Also in that year, Rinascente opened a new store designed by Franco Albini and Franca Helg in Piazza Fiume, Rome. It extended over 7 floors linked by lifts, escalators and the famous spiral staircase designed by Albini. It held 50 sales departments displaying all the themes and ranges that so characterised the Milan branch. In this way, Rinascente became the most complete shopping destination in Rome.

In 1963, noted French fashion designer Pierre Cardin signed a contract with la Rinascente to create a line of moderately priced garments, declaring that the latest fashion pieces should be accessible to all, democratic and in step with the times.  Adriana Botti Monti became the Art Director of the Advertising department. Numerous prizes and professional awards marked her career.

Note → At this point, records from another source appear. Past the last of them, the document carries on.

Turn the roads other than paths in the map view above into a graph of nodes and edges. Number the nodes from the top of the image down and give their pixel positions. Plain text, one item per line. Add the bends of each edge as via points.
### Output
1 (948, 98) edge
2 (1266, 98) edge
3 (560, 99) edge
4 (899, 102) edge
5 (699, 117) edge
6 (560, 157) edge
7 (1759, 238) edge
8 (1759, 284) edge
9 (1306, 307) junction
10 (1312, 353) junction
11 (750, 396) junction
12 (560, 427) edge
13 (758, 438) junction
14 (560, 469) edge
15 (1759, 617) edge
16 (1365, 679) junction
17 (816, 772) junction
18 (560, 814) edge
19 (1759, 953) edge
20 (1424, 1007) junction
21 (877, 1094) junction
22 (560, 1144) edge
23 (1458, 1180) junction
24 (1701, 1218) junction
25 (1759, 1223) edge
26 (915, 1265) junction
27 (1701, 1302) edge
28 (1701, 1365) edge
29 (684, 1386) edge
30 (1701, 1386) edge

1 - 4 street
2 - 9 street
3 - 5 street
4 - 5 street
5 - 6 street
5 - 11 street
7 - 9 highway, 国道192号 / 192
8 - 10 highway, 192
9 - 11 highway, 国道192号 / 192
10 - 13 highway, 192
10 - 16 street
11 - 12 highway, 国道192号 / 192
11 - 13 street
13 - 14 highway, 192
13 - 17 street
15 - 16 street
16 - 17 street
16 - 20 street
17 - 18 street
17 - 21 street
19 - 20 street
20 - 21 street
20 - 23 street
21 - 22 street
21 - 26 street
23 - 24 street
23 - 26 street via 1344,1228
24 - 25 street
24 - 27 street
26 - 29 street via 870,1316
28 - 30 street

1969: acquisition by FIAT Group 
In 1967, after Aldo Borletti's death, the newly appointed president of the group was Senator Borletti (the son of one of the founder's brothers) and Cesare Brustio was the CEO. In 1969, the Borletti family sold its shareholdings to IFI and Mediobanca which held shares since 1965 when Jelmoli left the company. In 1970, Ambassador Guido Colonna di Paliano was appointed president of the company. The group now owned 5 Rinascente stores, 150 UPIM stores and 54 Sma supermarkets.
In 1972 Rinascente – Città Mercato opened in Brescia as the first hypermarket selling at bargain prices. The aim of the new company's management was to overcome the contrast between the large retail sector and traditional retail. The retail outlet in Piazza Duomo was refurbished and the new organisation of Rinascente became more rational and in line with the times. In 1973, the company opened a new store in Turin. Umberto Brustio died on 25 April 1972 and Senator Borletti became Vice President on 23 March 1973.

In 1977, the group acquired one of the largest American retailers: JC Penney with 4 stores in Lombardy. Rinascente pushed for a bigger market share, sustained by all the experience in its retail network as well as a modern and successful business organisation. The result was a 20.7% increase in sales in the first semester. In 1983 the group opened the first Italian Bricocenter, a DIY store, in Turin. Two years later the negotiations were successfully concluded for the purchase of Croff Nuova SpA, a company specialising in the distribution of homeware. In 1997 Fiat Estates stipulated a financial and technical agreement with Auchan, resulting in the gradual conversion of the 23 'Città Mercato' and the 2 'Joyland' to the Auchan brand. The group closed with an increase in turnover and developed new strategies to reach the objective of strengthening the food sector by opening 40 hypermarkets by 2002.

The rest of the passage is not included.